Duayen gazeteci Hıncal Uluç sayesinde başarılı ve sevilen bir köşe yazarı ve aklına estiği için popçu olan Ayşe Özyılmazel ile ünlü reklamcı Ali Taran’ın boşanmasına başta kendileri olmak üzere kimse üzülmedi. Kendisinden yaşça bir hayli büyük olan eşinin evlilikleri süresince saçlarını okşamamasından yakınan Ayşe Özyılmazel aradığı veya hayal ettiği ilgi ve şefkati bulamamışa benziyor. Saçının okşanmasını beklemek evli bir kadının sevilme ve istenme ihtiyacını simgeliyor. Özellikle neredeyse babası yaşında bir adamla evlenmiş bir kadının bunu istemesi normal. Kadın doğal olarak kocasından kendisine ihtimam göstermesini istiyor. Buraya kadar her şey tamam da saç okşayacak adam var, okşamayacak adam var. Ayşe Özyılmazel’in isteklerine diyecek yok da beklentileri pek gerçekçi olmayabilir. Kısa flört döneminden sonra apar topar evlenmeden önce Ali Bey, Ayşe Hanım’ın saçını okşuyordu da nikah kıyıldıktan sonra mı vazgeçti? Bildiğim tek şey ilişki yaşadığın kadını fiziksel ve duygusal anlamda ihmal etmeyeceksin. Onun özgüvenini yitirmesine ve hayattan heyecan duymamasına neden olmayacaksın. O zaman kadın seni hem yüzüstü bırakır gider hem de hayatının sonuna kadar affetmez.
Küçük Emrah
Ünlü şarkıcı Emrah, ünlü televizyoncu Okan Bayülgen’in kendisinden bahsederken ‘küçük’ demesine ve espriler yapmasına kızmış. Okan B. için ‘’Haftanın 5 günü kral moduyla gezdiği için aklı başında cümle kuramıyor’’ demiş. Emrah ayrıca ‘’Küçük Emrah’ın adını ağzınıza ne kadar alırsanız o kadar büyür’’ demiş. Çiklet gibi. Balon yapıp patlatabilirsin yani. Şaka bir yana da Emrah’ı zaten canım Türkiyem ‘Küçük Emrah’ olarak bilmiyor mu? Emrah dense hangi Emrah, küçük Emrah mı diye sorgulamaz mıyız? Emrah, herhalde ‘küçük’ denmesine değil kendisiyle dalga geçilmesine içerliyor. Okan Bayülgen’e laf yetiştireceğine gitsin bir programına konuk olsun çok daha iyi. Medenice tartışsın, şikayetlerini tatlı bir dille anlatsın, Okan’ın takdirini kazansın. Uzaktan karşılıklı atışmakla kendini haklı veya sempatik göstermek zor. Hele menajerinin aracılığıyla metni yazılmış cevaplar vermek itici oluyor. Küçük Emrah artık büyüdü. Böyle küçük şeylerle uğraşmasına gerek yok. Okan Bayülgen ile ağız dalaşına girerse kendi kaybeder. Hoşgörülü davranır, alınganlık yapmazsa kendi kazanır!
Vergi rekortmenleri
Koç Holding Şeref Başkanı Rahmi Koç, ‘’Türkiye’nin yarısı vergi ödemiyor, öbür yarısı bütün vergileri ödüyor. Vergiyi maalesef tam toplayamıyoruz.’’ demiş.

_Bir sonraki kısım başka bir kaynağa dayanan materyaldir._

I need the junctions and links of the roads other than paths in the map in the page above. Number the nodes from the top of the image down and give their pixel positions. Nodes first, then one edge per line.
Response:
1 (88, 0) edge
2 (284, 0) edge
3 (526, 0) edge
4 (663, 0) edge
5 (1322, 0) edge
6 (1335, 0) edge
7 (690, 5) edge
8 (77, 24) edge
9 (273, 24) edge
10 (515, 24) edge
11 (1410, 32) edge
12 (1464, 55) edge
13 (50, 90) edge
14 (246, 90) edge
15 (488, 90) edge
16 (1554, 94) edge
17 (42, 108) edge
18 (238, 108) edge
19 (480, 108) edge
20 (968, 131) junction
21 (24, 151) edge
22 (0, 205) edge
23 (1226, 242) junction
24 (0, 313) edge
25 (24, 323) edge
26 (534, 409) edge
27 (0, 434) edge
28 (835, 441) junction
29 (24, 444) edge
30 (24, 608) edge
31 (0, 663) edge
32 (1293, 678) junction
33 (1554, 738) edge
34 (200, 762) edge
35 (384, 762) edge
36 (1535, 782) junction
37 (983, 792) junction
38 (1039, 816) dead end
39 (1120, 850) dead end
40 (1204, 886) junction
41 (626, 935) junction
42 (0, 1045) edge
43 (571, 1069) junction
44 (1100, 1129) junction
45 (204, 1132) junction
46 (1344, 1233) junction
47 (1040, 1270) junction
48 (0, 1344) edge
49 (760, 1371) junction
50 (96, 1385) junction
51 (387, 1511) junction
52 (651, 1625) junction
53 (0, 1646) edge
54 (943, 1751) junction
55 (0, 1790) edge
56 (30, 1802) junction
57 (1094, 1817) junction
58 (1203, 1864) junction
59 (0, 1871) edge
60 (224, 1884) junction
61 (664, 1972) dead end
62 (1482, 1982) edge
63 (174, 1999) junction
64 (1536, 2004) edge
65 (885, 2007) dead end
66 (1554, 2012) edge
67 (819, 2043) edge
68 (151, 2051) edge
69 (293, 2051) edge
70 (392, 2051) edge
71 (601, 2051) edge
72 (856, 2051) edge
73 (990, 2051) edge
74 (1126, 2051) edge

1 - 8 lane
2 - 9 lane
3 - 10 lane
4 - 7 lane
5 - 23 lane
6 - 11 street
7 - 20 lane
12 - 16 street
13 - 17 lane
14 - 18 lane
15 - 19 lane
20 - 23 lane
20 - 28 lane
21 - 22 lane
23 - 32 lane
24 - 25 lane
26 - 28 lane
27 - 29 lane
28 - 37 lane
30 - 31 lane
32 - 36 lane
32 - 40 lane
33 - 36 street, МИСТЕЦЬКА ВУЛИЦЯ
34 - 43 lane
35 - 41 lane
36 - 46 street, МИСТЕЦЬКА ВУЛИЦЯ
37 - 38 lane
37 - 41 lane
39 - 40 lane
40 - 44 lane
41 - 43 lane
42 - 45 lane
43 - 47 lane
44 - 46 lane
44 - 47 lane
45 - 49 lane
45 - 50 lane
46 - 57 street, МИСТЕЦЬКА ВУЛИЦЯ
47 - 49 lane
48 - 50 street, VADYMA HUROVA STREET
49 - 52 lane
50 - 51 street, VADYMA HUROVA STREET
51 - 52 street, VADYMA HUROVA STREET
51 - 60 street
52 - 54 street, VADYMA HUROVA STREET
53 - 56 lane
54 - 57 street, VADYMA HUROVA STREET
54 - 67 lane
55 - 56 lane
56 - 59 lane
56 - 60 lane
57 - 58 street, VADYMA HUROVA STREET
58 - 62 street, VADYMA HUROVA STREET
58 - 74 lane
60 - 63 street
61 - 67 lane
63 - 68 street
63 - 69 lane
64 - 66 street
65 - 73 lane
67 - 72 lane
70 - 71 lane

Rahmi Bey, yerden göğe kadar haklı. Zaten o yüzden dünyadaki en yüksek akaryakıt fiyatları bizde.
İthal arabalara fabrika çıkış fiyatının beş mislini filan ödüyoruz. Alkollü içecek, sigara tüketmek cepten intihar haline dönüşüyor. Hangi hükümet olursa olsun aradaki açığı kapatmak için mecburen her şeye zam yapıyor. Biz Türkler, başka şeylere fahiş denecek paralar ödemekten hiç gocunmuyoruz ama vergi ödemesini sevmiyoruz. Durum böyle iken vergi rekortmenleri listesinde her yıl daha fazla isimsiz mükellefler cirit atıyor. Bunlar ödedikleri vergi yüzünden ne kadar varlıklı oldukları göze çarpacak diye mi adlarının açıklanmasını istemiyor? Yoksa ödedikleri rakamın düşüklüğünden utandıkları için mi? Çünkü kimlerin zengin olduğunun aşağı yukarı hepimiz farkındayız. Orada bir sürpriz yok. Asıl sürpriz ödedikleri verginin miktarlarında. Rahmi Bey’in açıkladığı gerçeklere bir ilavede bulunmak gerekiyor. Vergi ödeyen yarımız da vergisini eksiksiz ödese çok daha iyi olacak!
Nasıl şişmanlanır?
Yaz mevsimi gelmeden her yıl olduğu gibi müthiş bir diyet fırtınası esmeye başladı. Nereye baksak rejim yapanları görüyoruz. Ece Vahapoğlu ile form tutup zayıflayamazsak, Mesut Yar kırmızı biberiyle kapıda bekliyor. Ünlüler ve diyetisyenlerle kilo vermek iyi hoş da şimdi bir de halkın arasından 8 ayda nasıl 65 kilo verdim diye gazete sayfalarında ortaya çıkanlar başladı. Obeziteden normale dönüşlerin hikayelerini okumak ilginç oluyor. Hepsinin irade gücünü takdir ediyorum. Ama ben değişiklik olsun diye arada bir ‘nasıl kilo aldım’ yazıları da görmek istiyorum. Kilo vermeleri artık ezberledik de nasıl şişmanladıklarını bilmek hakkımız diye düşünüyorum. Neleri ne kadar yediler, neleri ne kadar içtiler sonra nasıl yan gelip yatıp kiloları aldılar? Zayıflama öyküleri deneyip de kilo veremeyenlerimiz için bazen moral bozucu olabiliyor. Şişmanlayanların sesini duyarsak en azından tam tersini yapar kilo almaktan kurtuluruz.
Ne dersiniz?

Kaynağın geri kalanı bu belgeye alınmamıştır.